April 17, 2009 The Jakarta Globe
Fidelis E. Satriastanti
Though the law stipulates that possessing an endangered animal is a serious criminal offense, it is accepted that simply returning the animal means escaping conviction, an activist said on Friday.
“It is a kind of tolerance for the owners of orangutans that if they are willing to give up their pets then the problem will be solved without any legal action,” said Dwi Nugroho Adhiasto of the Wildlife Conservation Society.
Based on the 1990 Law on Conservation, people who posses endangered species face a maximum of five years in prison and a Rp 100 million ($9,400) fine.
However, Dwi said the law did not seem to work for orangutans because no significant legal action had ever been taken in relation to such offending.
“They only confiscated the animals but nothing happened after — no further investigations or legal charges toward the owner, or even efforts to try to find who sold it to them,” he said.
A report published on Thursday by TRAFFIC, a wildlife trade monitoring group, said that there were fewer than 8,000 Sumatran orangutans in the wild.
The group had also reported previously that an estimated 2,000 orangutans have been confiscated or turned in by private owners in Indonesia over the last three decades, but no more than a handful of people have been successfully prosecuted
“Basically, the case for orangutans is not illegal trading but mostly domestication,” Dwi said.
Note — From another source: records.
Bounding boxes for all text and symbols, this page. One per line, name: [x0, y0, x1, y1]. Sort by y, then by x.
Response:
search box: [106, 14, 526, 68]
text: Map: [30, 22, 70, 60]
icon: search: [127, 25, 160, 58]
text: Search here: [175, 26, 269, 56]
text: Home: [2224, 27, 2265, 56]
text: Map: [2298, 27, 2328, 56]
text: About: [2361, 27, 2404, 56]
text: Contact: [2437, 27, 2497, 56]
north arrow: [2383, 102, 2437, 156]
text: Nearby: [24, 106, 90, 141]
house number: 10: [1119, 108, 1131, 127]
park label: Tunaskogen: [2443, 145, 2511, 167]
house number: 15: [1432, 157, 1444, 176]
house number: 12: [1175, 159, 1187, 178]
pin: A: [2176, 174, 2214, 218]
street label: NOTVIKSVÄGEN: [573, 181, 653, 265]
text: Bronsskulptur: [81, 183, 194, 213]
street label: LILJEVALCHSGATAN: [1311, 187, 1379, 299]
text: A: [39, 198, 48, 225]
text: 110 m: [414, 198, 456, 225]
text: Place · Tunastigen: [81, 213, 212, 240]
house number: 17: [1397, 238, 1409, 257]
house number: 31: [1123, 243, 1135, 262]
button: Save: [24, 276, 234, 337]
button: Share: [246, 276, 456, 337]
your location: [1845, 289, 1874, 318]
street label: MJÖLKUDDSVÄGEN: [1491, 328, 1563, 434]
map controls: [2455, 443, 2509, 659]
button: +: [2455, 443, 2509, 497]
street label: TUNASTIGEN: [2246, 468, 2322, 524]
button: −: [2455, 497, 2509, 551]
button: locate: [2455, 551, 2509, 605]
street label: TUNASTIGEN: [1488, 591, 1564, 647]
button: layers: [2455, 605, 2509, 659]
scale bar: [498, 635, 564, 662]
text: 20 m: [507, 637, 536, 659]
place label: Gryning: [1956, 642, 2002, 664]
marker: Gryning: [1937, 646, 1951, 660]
Hardi Baktiantoro, executive director of the Center for Orangutan Protection, said there was still a lack of political will with regard to wildlife cases.
“The government still depends on nongovernmental organizations,” he said.
But Tony Suhartono, the director of biodiversity conservation at the Ministry of Forestry, questioned TRAFFIC’s report and claimed that the group had not been operating in Indonesia since 2007. “If there is any domestication of orangutans, show us where and who,” he said.